Predictive Modeling & Analytics on Home Equity Line of Credit

Overview

Predictive Modeling & Analytics on Home Equity Line of Credit Data (Python)

HMEQ Data Set

In this assignment we will use Python to examine a data set containing Home Equity Loans. The data set contains two target variables. The first target, TARGET_BAD_FLAG indicates whether or not the loan defaulted. If the value is set to 1, then the loan went bad and the bank lost money. If the value is set to 0, the loan was repaid.

The second target, TARGET_LOSS_AMT, indicates the amount of money that was lost for loans that went bad. The remaining variables contain information about the customer at the time that the loan was issued.

This is the data that we will use throughout this class in order to develop predictive models that will be used to determine the level of risk for each loan.

As with all real world data, this data is far from perfect.

It contains both numerical and categorical variables.
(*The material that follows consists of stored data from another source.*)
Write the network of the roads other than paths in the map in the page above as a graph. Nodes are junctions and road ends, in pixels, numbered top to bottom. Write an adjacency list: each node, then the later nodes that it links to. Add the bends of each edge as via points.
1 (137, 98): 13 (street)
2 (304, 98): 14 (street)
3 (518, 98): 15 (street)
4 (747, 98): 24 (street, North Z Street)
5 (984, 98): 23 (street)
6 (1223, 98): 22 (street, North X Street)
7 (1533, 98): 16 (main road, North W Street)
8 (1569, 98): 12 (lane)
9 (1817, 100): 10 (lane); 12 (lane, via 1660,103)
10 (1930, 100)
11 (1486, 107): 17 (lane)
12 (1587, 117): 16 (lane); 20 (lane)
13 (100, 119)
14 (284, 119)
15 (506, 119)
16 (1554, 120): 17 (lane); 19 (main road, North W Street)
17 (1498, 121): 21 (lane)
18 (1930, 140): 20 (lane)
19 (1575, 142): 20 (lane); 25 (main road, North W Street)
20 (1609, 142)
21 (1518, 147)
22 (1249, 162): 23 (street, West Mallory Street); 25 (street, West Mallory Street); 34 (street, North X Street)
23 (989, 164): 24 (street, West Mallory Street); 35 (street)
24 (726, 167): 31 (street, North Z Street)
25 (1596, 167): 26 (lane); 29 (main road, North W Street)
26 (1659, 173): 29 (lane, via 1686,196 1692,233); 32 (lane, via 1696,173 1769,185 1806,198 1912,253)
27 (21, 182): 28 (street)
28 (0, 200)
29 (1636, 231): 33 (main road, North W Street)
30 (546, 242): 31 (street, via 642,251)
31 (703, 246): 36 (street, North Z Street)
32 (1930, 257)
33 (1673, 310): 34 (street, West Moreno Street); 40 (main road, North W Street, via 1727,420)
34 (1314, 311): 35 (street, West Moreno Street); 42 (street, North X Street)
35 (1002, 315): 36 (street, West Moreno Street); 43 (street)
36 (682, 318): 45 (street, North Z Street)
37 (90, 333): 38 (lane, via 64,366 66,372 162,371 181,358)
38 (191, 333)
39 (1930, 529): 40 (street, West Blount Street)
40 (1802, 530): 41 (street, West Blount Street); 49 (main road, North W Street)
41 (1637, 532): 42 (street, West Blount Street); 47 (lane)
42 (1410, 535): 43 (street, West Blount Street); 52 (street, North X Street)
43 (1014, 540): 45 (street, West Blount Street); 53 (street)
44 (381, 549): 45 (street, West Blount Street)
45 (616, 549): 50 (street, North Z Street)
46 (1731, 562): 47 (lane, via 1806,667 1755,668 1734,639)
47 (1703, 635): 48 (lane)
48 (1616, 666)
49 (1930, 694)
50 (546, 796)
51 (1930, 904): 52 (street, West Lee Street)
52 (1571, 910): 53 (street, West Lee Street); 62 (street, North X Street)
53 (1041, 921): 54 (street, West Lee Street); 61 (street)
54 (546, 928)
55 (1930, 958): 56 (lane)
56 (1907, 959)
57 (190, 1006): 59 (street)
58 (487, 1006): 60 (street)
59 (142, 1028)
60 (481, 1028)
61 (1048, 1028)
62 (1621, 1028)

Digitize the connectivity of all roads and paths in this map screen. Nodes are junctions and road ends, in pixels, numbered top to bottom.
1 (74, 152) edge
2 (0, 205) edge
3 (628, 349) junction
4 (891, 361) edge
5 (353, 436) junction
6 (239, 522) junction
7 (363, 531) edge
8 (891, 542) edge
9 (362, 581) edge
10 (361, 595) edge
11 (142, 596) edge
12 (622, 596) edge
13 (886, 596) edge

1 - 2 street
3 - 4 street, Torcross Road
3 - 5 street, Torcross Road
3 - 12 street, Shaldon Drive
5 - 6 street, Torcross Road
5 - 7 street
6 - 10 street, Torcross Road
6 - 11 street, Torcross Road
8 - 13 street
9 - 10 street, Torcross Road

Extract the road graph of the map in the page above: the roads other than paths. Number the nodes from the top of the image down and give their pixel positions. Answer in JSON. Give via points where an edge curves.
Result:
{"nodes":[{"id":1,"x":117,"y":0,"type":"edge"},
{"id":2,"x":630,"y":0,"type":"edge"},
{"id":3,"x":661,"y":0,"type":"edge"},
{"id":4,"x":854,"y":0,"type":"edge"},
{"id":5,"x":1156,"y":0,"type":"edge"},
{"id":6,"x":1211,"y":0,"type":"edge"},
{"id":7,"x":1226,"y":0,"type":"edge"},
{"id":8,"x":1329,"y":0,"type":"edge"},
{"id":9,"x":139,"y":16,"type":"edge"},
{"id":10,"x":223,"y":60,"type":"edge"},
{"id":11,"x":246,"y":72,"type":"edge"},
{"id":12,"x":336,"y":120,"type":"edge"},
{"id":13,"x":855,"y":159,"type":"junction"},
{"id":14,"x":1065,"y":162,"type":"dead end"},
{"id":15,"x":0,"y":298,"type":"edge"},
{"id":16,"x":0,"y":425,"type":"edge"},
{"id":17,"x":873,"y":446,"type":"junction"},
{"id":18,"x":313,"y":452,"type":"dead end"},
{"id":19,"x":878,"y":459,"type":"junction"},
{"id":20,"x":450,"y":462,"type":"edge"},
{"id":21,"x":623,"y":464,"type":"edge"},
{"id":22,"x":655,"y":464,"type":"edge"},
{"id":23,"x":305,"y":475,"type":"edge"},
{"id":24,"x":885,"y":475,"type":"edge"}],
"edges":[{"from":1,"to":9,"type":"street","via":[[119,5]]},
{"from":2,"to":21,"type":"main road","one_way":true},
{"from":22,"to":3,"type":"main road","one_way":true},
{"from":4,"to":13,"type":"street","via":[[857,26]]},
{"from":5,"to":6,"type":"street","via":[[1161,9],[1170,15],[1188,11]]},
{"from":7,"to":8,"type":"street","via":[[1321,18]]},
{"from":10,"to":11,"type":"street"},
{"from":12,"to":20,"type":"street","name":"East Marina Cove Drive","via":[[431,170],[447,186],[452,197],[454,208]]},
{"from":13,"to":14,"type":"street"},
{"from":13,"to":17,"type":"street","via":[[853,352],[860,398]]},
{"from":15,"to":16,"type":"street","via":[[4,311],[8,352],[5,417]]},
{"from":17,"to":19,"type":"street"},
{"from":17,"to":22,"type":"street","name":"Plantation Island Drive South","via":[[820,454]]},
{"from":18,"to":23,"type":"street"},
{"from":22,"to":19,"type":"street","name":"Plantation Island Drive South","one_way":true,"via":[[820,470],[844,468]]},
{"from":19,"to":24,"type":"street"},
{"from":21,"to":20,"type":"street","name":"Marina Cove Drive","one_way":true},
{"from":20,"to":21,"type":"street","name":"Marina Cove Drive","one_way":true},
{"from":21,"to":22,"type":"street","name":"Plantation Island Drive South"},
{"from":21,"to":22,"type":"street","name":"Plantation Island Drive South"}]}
It contains missing data. It contains outliers.

Table of Contents

  • Data Preparation
  • Tree Based Models
  • Regression Based Models
  • Neural Network

Building Machine Learning Models

Developed different predictive models to determine the level risk of each loan based on whether or not loans defaulted, and loss amount on bad loans. Evaluated each model with ROC curve and RMSE accuracy metrics.

Data Preparation

  • Download the HMEQ Data set
  • Read the data into Python
  • Explore both the input and target variables using statistical techniques.
  • Explore both the input and target variables using graphs and other visualization.
  • Look for relationships between the input variables and the targets.
  • Fix (impute) all missing data.
  • Note: For numerical data, create a flag variable to indicate if the value was missing
  • Convert all categorical variables numeric variables

Tree Based Models

We will continue to use Python to develop predictive models. In this assignment, we will use three different tree based techniques to analyze the data: DECISION TREES, RANDOM FORESTS, and GRADIENT BOOSTING. The deliverables for each technique are given below.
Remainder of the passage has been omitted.